Multiple different movement styles from a single policy

Core Idea: Multiplicity of Behavior (MoB)

Key Insight

When training locomotion with RL, there are many ways to solve the same task. For example, to move forward at 1 m/s, a robot can:

RL typically converges to one single strategy (usually trot because it's most stable). This paper asks: how can one policy learn MANY strategies simultaneously?

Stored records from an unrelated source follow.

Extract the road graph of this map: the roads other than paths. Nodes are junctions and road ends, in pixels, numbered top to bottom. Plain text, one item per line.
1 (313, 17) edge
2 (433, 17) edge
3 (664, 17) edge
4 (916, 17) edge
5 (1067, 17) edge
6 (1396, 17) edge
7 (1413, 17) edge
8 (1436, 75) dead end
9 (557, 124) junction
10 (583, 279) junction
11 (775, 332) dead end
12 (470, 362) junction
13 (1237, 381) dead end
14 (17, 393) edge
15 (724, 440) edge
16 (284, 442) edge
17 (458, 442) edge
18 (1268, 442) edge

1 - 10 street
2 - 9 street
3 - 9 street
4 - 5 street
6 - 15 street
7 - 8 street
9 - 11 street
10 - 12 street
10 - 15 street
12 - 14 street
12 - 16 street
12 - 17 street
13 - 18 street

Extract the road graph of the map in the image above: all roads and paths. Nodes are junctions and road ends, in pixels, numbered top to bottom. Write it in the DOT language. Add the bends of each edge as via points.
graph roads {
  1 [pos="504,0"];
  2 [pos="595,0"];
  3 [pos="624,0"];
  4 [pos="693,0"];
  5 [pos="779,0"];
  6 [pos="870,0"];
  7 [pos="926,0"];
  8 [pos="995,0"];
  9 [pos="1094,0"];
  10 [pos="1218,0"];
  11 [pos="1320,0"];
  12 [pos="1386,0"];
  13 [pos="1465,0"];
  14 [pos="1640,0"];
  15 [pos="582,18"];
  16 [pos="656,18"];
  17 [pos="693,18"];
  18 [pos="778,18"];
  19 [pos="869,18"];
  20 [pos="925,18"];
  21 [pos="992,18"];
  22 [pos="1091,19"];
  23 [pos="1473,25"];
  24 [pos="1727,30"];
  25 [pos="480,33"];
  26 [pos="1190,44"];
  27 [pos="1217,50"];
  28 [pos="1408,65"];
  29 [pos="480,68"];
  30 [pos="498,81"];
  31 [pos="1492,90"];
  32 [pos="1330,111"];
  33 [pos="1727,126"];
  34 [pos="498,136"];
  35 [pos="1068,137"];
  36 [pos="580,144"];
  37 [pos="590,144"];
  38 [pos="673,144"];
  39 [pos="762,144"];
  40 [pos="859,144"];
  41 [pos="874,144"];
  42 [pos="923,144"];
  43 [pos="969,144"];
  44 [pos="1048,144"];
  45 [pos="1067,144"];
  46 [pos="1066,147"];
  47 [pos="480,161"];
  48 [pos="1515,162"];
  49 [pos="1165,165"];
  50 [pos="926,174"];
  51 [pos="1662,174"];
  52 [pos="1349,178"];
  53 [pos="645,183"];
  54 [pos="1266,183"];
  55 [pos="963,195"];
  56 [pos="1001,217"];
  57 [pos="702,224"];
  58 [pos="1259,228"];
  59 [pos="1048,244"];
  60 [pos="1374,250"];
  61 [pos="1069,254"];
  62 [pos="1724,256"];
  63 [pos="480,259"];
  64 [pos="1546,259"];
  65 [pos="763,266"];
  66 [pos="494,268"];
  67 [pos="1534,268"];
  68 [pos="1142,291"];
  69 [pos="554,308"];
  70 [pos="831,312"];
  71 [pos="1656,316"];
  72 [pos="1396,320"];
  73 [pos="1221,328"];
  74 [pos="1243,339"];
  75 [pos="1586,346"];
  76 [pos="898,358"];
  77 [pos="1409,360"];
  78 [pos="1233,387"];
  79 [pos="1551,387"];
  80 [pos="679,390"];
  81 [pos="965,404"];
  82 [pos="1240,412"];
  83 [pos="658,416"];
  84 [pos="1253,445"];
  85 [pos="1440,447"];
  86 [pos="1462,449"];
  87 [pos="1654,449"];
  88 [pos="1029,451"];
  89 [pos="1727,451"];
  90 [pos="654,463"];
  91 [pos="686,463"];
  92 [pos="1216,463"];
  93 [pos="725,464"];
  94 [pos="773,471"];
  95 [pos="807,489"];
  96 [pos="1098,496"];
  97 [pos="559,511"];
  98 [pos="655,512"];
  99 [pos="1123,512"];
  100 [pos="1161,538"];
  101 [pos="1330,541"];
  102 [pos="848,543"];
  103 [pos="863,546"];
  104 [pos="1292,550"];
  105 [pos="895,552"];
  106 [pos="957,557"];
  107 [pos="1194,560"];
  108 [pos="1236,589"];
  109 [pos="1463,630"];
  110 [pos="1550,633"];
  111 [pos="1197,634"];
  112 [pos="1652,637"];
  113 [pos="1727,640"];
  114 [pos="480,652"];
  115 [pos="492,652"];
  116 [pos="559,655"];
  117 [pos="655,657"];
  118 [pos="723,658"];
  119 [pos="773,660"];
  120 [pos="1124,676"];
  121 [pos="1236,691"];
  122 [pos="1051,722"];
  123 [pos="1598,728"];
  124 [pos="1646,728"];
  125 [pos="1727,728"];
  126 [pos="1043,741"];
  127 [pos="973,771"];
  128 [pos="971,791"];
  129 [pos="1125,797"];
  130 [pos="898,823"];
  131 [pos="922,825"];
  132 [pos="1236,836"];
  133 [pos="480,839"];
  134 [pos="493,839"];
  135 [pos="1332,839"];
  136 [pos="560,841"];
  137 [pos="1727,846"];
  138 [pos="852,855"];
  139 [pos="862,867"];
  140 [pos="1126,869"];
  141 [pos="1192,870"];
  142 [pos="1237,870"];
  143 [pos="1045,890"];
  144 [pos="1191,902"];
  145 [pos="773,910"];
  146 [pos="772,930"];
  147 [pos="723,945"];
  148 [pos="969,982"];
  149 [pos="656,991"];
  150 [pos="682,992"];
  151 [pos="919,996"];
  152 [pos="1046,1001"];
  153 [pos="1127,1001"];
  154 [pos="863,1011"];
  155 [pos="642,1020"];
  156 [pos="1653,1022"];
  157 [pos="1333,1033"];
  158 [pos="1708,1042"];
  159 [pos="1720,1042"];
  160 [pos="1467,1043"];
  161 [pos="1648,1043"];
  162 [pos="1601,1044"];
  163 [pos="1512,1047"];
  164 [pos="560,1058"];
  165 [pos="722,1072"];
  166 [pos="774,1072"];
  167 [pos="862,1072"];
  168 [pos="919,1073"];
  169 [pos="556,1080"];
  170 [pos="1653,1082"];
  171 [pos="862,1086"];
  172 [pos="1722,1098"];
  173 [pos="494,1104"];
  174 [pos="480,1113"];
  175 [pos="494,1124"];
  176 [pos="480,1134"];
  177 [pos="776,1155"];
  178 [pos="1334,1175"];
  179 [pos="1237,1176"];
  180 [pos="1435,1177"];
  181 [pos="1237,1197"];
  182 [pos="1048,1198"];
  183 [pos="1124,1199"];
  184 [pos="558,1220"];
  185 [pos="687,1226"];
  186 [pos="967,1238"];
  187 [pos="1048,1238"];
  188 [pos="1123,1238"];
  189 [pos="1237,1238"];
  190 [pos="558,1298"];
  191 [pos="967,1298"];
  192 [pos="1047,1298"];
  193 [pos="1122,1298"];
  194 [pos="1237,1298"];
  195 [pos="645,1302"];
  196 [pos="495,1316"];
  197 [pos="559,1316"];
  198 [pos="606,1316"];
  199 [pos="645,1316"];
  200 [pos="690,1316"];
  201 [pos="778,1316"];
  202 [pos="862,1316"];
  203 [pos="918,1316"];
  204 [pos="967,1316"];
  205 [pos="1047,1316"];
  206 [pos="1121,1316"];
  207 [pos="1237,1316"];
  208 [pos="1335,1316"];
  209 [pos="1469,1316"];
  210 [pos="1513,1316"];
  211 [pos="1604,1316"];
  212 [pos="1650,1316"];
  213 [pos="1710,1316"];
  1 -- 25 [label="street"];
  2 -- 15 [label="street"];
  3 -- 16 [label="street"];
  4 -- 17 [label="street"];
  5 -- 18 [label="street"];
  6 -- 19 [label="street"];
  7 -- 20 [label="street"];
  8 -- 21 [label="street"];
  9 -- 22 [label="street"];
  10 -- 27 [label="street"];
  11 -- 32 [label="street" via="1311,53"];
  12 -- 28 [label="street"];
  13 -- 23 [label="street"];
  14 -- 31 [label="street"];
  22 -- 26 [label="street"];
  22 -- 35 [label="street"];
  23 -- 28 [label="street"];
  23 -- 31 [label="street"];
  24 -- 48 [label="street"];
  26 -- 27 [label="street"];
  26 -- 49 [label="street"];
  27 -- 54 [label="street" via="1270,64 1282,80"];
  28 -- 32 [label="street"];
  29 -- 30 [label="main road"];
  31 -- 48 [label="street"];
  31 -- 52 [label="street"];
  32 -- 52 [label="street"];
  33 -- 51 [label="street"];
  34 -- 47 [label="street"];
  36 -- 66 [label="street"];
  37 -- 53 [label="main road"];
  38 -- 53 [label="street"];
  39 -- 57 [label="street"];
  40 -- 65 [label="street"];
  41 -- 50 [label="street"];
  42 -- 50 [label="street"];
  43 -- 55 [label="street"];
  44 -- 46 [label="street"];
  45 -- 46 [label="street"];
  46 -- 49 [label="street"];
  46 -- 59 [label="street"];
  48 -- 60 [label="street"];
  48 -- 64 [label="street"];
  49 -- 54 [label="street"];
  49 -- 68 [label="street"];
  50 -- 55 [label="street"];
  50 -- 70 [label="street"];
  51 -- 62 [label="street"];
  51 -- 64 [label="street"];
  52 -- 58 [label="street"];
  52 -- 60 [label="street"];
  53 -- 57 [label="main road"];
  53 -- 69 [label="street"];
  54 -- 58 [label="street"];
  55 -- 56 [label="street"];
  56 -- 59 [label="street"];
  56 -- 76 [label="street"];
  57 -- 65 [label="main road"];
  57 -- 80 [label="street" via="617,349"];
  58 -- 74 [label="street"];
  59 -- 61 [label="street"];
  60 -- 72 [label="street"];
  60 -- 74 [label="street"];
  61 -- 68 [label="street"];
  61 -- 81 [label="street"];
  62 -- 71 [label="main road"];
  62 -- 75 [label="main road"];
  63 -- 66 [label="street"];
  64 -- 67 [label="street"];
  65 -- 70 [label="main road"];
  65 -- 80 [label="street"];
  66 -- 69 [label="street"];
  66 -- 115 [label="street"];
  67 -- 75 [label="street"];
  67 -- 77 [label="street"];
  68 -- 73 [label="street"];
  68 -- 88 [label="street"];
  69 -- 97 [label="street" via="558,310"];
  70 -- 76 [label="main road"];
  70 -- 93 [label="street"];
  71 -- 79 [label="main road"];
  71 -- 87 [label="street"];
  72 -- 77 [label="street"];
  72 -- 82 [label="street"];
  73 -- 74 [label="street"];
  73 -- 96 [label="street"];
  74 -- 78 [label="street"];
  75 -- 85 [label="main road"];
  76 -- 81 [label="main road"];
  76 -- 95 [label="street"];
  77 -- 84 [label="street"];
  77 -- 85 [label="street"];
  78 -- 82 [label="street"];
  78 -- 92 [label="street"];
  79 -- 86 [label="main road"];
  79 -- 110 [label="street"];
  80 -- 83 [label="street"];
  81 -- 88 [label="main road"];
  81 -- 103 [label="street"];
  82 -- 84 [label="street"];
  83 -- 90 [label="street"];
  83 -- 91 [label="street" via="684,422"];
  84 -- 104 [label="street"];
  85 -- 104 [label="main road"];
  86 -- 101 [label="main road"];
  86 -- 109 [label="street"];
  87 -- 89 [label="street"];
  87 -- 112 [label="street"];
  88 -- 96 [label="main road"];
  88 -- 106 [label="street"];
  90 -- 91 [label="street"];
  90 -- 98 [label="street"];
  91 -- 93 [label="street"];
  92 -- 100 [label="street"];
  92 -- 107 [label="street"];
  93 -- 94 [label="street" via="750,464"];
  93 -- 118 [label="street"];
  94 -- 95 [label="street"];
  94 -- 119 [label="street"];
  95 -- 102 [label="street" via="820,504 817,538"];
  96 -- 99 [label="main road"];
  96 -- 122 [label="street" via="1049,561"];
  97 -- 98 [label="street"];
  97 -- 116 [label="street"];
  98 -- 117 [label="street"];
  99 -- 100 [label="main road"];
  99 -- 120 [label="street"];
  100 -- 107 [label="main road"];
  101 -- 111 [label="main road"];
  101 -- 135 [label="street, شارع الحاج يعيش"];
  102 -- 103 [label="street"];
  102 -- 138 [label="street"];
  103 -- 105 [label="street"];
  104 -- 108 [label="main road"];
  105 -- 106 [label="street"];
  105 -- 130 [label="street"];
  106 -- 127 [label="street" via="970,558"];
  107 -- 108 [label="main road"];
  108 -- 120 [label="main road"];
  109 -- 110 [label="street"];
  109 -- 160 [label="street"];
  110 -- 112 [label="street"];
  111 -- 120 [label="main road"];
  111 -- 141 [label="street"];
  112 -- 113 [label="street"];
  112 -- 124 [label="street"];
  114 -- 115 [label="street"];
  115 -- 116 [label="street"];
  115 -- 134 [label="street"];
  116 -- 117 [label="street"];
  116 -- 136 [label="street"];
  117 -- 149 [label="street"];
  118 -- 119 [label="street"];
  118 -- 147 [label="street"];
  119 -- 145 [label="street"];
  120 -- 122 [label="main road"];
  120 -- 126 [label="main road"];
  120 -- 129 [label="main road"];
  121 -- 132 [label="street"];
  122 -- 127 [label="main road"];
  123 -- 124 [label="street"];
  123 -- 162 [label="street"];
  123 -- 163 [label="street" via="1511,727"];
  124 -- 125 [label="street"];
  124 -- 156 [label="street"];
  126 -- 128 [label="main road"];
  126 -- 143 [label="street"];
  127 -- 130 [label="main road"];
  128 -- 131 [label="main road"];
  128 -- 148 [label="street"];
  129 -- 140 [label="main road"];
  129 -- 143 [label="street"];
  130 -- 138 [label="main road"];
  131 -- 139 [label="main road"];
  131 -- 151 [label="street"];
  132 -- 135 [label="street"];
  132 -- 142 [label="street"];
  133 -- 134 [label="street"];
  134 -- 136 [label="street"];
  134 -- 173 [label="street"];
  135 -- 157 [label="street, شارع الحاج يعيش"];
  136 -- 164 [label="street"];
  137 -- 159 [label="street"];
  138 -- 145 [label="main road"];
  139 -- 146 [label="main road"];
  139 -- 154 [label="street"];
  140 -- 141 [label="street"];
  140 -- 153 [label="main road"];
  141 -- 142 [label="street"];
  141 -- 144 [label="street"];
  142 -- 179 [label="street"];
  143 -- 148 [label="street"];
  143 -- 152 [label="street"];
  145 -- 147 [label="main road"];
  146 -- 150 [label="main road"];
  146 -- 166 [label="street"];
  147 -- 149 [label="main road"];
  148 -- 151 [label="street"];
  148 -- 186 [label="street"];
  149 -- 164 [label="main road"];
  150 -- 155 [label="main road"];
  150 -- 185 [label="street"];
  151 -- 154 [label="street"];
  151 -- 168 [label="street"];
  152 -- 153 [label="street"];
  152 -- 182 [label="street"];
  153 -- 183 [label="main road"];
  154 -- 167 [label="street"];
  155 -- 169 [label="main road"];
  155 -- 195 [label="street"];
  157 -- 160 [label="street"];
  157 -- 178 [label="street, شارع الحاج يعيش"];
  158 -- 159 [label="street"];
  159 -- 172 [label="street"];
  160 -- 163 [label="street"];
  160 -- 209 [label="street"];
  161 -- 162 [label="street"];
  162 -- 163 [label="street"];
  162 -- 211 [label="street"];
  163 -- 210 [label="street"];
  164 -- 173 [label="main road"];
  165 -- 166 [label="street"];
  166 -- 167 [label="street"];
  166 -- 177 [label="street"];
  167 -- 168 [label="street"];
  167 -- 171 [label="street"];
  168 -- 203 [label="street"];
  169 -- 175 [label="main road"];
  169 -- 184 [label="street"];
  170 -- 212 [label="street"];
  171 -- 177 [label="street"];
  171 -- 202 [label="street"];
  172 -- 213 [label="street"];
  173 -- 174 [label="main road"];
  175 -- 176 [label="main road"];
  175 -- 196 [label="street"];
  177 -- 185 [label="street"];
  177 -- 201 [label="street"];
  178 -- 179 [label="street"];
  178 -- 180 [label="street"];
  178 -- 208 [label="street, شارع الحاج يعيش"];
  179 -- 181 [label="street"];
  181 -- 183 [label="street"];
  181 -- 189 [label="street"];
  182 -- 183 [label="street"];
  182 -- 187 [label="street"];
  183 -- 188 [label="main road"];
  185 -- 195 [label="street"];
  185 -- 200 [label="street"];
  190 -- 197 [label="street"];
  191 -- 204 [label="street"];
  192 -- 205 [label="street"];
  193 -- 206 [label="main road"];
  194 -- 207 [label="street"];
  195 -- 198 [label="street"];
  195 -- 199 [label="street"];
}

Solution: Command Conditioning

Instead of just sending velocity command (vx, vy, yaw_rate), Walk These Ways adds an extended command vector that controls how the robot moves:

# Standard locomotion command
standard_command = {
    "vx": 1.0,        # m/s, forward
    "vy": 0.0,        # m/s, lateral
    "yaw_rate": 0.0,   # rad/s, turning
}

# Walk These Ways EXTENDED command
wtw_command = {
    # === Velocity (same as standard) ===
    "vx": 1.0,
    "vy": 0.0,
    "yaw_rate": 0.0,

    # === Gait parameters (NEW) ===
    "body_height": 0.0,        # [-1, 1] low/high
    "step_frequency": 3.0,     # Hz, step frequency
    "gait": [1, 0, 0],         # one-hot: trot/pace/bound
    "swing_height": 0.08,      # m, foot lift height
    "stance_width": 0.0,       # [-1, 1] narrow/wide
    "body_pitch": 0.0,         # rad, forward/backward lean
    "body_roll": 0.0,          # rad, left/right lean
    "footswing_height": 0.08,  # m

    # TOTAL: 15 dimensions (vs 3 before)
}

Key idea: Policy receives 15-dim command vector and learns to execute any combination of these parameters. One policy, infinite movement types.

Architecture and Training

Observation Space

observation = {
    # Proprioception (same as standard)
    "base_angular_velocity": 3,
    "projected_gravity": 3,
    "joint_positions": 12,
    "joint_velocities": 12,
    "previous_actions": 12,

    # Extended command (vs 3 dims standard)
    "extended_command": 15,

    # TOTAL: 57 dimensions
}

Reward Function

Beyond standard rewards (velocity tracking, energy penalty), Walk These Ways adds gait-specific rewards:

def compute_gait_reward(env):
    """
    Reward for gait pattern matching.
    Based on commanded gait, encourage correct contact pattern.
    """
    rewards = {}

    # 1. Step frequency tracking
    # Count actual steps vs. commanded frequency
    actual_freq = compute_step_frequency(env.foot_contacts)
    freq_error = (actual_freq - env.commands.step_frequency).square()
    rewards["step_freq"] = torch.exp(-freq_error / 0.25)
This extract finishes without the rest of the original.